§ **Activity**
Search the records for the string "Loutres", then copy each line where it appears.

= = = =

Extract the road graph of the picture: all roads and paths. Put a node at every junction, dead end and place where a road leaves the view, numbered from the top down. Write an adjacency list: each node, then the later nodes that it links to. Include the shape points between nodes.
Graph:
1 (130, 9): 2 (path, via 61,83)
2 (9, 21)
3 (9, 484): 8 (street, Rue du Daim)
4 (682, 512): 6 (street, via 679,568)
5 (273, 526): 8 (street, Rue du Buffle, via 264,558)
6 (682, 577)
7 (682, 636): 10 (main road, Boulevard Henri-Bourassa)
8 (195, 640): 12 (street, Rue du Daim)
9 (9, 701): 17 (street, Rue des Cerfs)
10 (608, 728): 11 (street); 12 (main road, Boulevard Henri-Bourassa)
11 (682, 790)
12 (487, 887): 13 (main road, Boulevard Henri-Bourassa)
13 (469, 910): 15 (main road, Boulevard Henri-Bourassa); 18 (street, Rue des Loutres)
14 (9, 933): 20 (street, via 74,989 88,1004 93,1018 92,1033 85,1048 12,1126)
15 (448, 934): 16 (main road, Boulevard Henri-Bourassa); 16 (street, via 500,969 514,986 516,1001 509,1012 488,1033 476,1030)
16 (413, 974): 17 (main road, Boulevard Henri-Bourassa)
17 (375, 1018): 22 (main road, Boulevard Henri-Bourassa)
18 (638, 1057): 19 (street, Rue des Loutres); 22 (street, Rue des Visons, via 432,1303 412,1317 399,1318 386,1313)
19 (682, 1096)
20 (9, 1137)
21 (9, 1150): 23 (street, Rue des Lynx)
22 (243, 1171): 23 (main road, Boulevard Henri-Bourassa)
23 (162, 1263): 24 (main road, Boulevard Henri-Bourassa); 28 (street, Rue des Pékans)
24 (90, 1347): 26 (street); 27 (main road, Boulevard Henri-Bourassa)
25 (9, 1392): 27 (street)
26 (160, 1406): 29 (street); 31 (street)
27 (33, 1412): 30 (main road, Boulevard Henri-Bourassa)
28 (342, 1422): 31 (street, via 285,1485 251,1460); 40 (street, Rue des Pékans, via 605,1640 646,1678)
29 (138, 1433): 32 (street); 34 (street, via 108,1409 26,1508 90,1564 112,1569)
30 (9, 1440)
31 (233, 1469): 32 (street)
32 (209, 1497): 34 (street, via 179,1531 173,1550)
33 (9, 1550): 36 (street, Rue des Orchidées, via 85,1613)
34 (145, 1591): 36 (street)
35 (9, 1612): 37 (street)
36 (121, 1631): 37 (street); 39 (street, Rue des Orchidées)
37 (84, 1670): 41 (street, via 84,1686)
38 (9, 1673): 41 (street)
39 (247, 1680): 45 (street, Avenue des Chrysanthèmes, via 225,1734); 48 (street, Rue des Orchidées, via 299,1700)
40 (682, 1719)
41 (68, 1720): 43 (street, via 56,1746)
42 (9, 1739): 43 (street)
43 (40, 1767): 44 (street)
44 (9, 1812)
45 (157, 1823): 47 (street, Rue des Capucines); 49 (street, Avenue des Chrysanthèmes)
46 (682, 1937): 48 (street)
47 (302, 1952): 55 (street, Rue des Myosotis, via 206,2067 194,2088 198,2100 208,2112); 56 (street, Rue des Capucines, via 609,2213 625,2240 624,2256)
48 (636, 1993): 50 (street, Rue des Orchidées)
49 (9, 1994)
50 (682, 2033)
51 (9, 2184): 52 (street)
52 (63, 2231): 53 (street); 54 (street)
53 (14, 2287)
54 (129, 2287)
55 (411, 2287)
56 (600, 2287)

= = = =

§ **Task result**
13 (469, 910): 15 (main road, Boulevard Henri-Bourassa); 18 (street, Rue des Loutres)
18 (638, 1057): 19 (street, Rue des Loutres); 22 (street, Rue des Visons, via 432,1303 412,1317 399,1318 386,1313)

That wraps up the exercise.